Blade Runner (1982)
IMDB Rating 8.2/10 117 min - Rated 18 Sci-Fi | Thriller
Stars: Harrison Ford, Rutger Hauer, Sean Young Director: Ridley Scott
Rick Deckard (Ford) is a retired police officer, once responsible for finding and killing renegade `replicants' — man-made servants and soldiers almost indistinguishable from humans. A highly sophisticated and murderous gang lead by the enigmatic Roy Batty (Hauer) is on the loose, and Deckard is persuaded to take the case. The first and possibly best Philip K. Dick adaptation, Blade Runner is an arresting triumph of design, atmosphere and storytelling. Ridley Scott's self-assured approach lends a convincing air to the year 2019, making the city's neon-lit streets seem as real as those walked by Deckard's spiritual grandfather, Philip Marlowe. In fact, the influence of Raymond Chandler and his famous P.I. is evident throughout Dick's novel and particularly the film. Deckard is a similarly hard-bitten and morally ambiguous character, making a living amongst the sleaziest dregs of society. There is even a scene in which Deckard plays a gawky fool to gain the trust of an incidental character, his mannerisms and voice identical to an impression performed by Bogart's Marlowe in The Big Sleep.

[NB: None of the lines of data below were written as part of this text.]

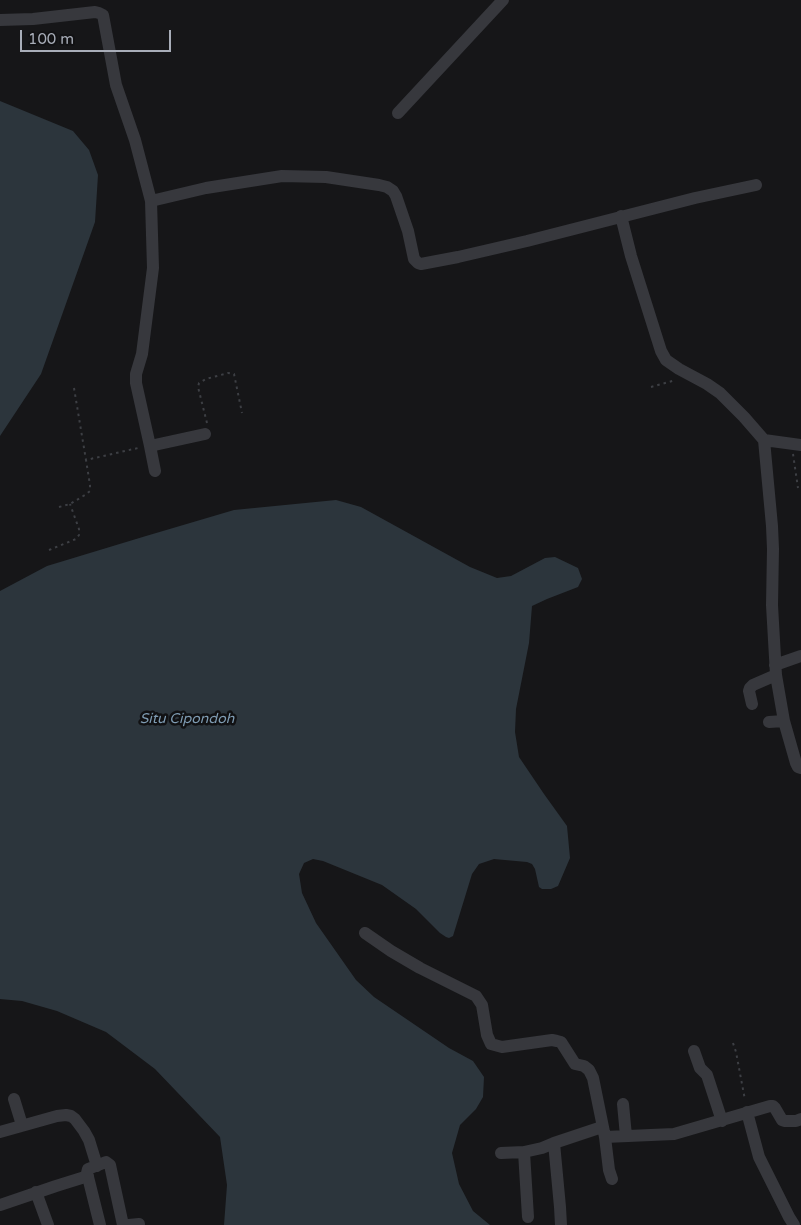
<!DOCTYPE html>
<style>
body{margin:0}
#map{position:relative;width:801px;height:1225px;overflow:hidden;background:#161618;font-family:"Varela Round",sans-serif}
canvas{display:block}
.scale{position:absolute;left:20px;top:30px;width:151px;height:22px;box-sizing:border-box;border:2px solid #a8adb8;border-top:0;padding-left:6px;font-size:15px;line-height:18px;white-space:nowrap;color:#a8adb8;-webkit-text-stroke:4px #111113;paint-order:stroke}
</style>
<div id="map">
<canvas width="801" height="1225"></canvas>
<div class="scale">100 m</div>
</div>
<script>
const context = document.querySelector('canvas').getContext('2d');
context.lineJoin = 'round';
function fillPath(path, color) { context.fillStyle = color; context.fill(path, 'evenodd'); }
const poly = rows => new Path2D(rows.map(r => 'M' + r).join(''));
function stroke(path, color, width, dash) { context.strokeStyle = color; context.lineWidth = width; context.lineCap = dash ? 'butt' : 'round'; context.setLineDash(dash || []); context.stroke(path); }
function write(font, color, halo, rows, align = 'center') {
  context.font = font + ' "Varela Round",sans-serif'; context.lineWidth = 5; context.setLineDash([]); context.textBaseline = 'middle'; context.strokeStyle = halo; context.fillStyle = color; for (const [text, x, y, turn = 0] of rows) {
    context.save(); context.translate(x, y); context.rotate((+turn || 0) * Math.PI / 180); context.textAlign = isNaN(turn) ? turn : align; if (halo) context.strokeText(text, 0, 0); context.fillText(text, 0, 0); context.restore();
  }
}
fillPath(poly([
 [0,101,73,131,89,150,98,175,95,222,41,374,0,436],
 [336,500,361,507,470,567,497,578,511,576,545,558,555,557,578,568,582,579,578,587,547,599,532,606,529,643,516,709,515,732,519,757,544,794,567,826,570,858,558,886,551,889,542,889,539,887,535,869,532,864,527,862,494,859,479,864,472,874,453,936,449,938,446,937,440,933,416,909,382,885,323,861,313,859,304,863,299,874,302,893,316,923,356,980,374,997,449,1048,473,1061,484,1077,483,1097,476,1109,460,1125,452,1153,459,1184,473,1211,490,1225,224,1225,227,1185,220,1137,155,1069,106,1032,57,1011,22,1001,0,999,0,591,47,566,146,536,234,510]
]), '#2c353c');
stroke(poly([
 [651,387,676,380],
 [74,388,86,460],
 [207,423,198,387,199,383,206,379,228,373,234,374,242,413],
 [793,454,798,488],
 [59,507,70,504,85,495,90,491,90,485,86,460,138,448],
 [49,550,76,539,79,535,79,529,70,504],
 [733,1043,736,1052,745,1100]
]), '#3d3f44', 2, [2.5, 4]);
stroke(poly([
 [0,20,33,19,95,12,99,13,103,15,116,85,135,140,151,201,153,268,142,354,136,374,136,383,150,446,205,434],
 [398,113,503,0],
 [151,201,206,188,282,176,326,177,379,185,387,187,393,191,396,196,408,231,414,259,418,263,421,264,458,257,527,241,695,198,756,185],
 [621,216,631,256,661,351,666,360,679,369,707,384,720,393,744,417,764,440,801,445],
 [764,440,772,526,773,549,772,605,776,675,784,721,796,763,798,767,801,768],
 [150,446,155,471],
 [775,665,801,656],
 [752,704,749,691,750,688,753,685,776,675],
 [769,722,784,721],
 [365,933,391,951,420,968,476,996,482,1005,487,1035,491,1044,502,1047,552,1040,557,1041,561,1042,575,1064,584,1066,589,1070,593,1078,605,1137,674,1134,770,1106,773,1106,775,1108,782,1120,785,1121,796,1121,801,1119],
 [694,1051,700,1068,707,1075,722,1121],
 [14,1099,22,1125],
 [623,1104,626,1136],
 [747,1112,759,1157,789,1217,794,1225],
 [0,1132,57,1116,66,1115,71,1116,75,1119,84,1131,89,1140,97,1166],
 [605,1137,609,1170,612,1179],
 [524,1152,528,1217],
 [501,1153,524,1152,542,1148,554,1143],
 [36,1192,48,1225],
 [0,1205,56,1186,88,1176],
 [100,1225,87,1173,88,1169,106,1162,110,1165,123,1225],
 [129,1225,139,1224],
 [561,1225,560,1207,554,1143,602,1127]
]), '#37383d', 12);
write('italic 14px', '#7f9cb3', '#111113', [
 ["Situ Cipondoh",187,719]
]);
</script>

From character to narrative, to the shadowy visual style, Blade Runner is riddled with film noir references. Fortunately, powerful performances all round prevent the stylized aesthetic from swamping the story. Ford is great, but it's Rutger Hauer who is the real revelation here. A stalwart of sci-fi and horror B-movies, Batty is the most high-proffie and successful role to date for the Dutch actor, who makes him a threatening and electrifying presence. Available in two versions, the superior is the 1991 director's cut which removes a dreadful commentary – insisted upon by the distributor – begrudgingly and lazily recorded by Ford.